*** Begin section ***

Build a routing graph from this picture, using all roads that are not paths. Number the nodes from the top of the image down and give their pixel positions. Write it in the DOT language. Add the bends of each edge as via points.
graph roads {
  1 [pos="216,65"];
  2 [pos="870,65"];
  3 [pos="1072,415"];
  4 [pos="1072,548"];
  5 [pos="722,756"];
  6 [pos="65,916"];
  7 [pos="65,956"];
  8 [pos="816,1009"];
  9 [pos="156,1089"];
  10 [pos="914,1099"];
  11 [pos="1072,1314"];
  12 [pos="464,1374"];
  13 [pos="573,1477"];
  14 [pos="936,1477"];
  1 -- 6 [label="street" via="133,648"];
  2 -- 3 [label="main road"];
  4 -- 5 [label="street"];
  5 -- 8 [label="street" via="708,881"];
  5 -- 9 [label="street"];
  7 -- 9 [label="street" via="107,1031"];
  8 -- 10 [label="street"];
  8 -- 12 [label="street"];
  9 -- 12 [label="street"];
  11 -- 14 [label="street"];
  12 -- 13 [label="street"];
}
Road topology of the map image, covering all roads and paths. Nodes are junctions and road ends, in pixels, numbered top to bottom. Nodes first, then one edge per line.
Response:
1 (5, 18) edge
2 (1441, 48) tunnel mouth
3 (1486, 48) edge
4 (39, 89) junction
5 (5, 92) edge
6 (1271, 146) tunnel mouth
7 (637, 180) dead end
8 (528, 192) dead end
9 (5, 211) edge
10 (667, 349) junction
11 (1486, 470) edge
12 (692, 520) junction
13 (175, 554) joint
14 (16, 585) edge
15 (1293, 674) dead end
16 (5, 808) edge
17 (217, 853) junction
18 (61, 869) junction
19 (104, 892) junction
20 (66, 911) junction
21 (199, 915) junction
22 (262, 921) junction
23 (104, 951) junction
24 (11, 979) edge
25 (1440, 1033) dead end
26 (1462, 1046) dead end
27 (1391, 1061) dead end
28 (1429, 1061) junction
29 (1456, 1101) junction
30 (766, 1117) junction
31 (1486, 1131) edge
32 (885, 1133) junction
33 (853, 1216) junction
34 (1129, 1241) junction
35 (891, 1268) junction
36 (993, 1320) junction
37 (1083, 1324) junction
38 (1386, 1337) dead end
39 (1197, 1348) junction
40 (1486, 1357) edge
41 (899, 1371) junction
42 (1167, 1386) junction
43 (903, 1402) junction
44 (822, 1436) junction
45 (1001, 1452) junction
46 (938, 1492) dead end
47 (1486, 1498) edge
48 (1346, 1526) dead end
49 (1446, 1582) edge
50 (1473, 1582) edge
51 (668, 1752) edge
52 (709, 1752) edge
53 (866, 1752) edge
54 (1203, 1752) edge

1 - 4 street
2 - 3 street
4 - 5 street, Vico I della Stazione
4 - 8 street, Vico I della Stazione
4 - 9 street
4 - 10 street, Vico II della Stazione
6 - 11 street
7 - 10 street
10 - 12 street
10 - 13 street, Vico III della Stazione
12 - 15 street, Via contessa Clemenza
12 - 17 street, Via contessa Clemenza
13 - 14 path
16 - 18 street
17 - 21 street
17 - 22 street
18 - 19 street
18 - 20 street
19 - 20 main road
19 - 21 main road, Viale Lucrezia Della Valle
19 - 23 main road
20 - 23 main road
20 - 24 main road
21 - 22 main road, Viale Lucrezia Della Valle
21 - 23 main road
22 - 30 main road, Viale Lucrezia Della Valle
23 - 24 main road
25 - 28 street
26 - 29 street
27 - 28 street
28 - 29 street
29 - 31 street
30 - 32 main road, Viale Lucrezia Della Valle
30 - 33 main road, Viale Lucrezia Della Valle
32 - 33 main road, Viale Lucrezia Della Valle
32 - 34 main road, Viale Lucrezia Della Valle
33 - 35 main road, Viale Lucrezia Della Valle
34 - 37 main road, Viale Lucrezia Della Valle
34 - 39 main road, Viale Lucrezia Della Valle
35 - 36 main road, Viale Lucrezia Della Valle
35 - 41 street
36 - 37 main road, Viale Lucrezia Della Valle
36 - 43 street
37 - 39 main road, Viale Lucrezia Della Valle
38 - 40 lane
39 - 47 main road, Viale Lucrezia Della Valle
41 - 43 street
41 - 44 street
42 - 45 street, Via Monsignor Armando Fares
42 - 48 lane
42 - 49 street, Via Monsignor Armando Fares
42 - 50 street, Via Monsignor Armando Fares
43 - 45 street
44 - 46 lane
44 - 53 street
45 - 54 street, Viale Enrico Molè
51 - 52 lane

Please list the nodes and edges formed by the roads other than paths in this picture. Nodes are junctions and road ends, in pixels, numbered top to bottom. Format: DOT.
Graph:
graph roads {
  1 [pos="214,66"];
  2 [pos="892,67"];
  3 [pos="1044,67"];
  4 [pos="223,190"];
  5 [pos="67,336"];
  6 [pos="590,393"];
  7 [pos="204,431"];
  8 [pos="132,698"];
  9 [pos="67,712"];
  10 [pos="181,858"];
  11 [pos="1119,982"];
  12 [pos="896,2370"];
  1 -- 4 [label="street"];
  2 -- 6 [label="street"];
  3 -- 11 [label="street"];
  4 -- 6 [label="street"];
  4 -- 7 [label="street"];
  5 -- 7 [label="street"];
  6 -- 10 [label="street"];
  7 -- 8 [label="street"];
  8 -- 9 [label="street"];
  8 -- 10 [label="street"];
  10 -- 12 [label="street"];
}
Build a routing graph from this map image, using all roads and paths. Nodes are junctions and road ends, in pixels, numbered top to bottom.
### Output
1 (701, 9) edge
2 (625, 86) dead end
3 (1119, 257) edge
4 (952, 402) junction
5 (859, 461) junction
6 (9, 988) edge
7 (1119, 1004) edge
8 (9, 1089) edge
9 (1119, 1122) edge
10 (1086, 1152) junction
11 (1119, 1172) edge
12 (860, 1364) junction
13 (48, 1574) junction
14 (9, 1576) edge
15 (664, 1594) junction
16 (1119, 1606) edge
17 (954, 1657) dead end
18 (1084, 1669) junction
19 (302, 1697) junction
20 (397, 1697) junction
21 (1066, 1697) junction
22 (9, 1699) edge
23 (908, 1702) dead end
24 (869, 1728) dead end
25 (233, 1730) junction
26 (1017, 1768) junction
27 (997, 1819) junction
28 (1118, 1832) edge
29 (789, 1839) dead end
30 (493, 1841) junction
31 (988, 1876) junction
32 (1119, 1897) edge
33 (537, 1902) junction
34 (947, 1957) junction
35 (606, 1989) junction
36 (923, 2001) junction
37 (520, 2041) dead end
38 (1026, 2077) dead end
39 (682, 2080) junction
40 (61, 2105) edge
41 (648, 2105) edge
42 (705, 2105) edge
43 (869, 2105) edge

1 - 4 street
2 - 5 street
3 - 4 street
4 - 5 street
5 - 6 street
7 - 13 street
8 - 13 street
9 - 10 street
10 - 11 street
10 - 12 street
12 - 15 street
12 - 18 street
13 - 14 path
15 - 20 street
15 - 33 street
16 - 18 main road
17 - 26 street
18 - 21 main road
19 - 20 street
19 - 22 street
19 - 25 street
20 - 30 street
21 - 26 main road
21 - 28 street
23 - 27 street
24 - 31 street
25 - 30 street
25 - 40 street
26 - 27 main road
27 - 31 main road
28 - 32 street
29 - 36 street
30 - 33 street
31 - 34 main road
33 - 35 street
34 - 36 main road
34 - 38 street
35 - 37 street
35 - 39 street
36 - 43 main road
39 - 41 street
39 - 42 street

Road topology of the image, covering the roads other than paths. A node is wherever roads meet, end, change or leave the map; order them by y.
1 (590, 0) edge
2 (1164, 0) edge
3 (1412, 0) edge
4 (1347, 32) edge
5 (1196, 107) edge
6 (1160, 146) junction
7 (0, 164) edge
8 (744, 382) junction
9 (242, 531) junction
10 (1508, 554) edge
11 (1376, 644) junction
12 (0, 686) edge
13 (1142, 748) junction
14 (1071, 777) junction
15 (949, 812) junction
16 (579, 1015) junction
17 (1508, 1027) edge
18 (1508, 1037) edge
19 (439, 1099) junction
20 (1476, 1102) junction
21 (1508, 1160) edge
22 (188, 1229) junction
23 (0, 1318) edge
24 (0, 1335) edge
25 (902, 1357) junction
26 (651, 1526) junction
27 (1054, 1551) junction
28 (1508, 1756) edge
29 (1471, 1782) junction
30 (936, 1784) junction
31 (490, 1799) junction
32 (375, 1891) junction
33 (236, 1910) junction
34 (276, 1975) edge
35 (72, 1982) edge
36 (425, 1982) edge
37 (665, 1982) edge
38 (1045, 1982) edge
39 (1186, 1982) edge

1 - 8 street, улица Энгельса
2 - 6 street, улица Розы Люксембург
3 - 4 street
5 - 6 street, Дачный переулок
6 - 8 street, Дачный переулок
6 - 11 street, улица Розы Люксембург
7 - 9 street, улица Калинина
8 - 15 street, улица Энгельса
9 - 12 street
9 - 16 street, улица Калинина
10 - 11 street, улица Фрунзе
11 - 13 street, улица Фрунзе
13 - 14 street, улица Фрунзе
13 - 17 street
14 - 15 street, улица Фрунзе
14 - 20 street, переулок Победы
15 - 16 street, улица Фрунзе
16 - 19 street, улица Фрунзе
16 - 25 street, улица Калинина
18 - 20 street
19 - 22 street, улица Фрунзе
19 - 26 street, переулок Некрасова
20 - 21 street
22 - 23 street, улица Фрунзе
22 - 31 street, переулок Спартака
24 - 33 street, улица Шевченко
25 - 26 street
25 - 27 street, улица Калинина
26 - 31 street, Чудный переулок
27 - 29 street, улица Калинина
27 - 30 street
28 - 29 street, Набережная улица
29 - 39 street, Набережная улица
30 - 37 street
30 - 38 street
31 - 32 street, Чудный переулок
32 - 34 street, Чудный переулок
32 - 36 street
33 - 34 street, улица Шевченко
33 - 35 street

*** End section ***

= Task brief =
All lines from the listing above that include "contessa" should be shown.

= Task result =
12 - 15 street, Via contessa Clemenza
12 - 17 street, Via contessa Clemenza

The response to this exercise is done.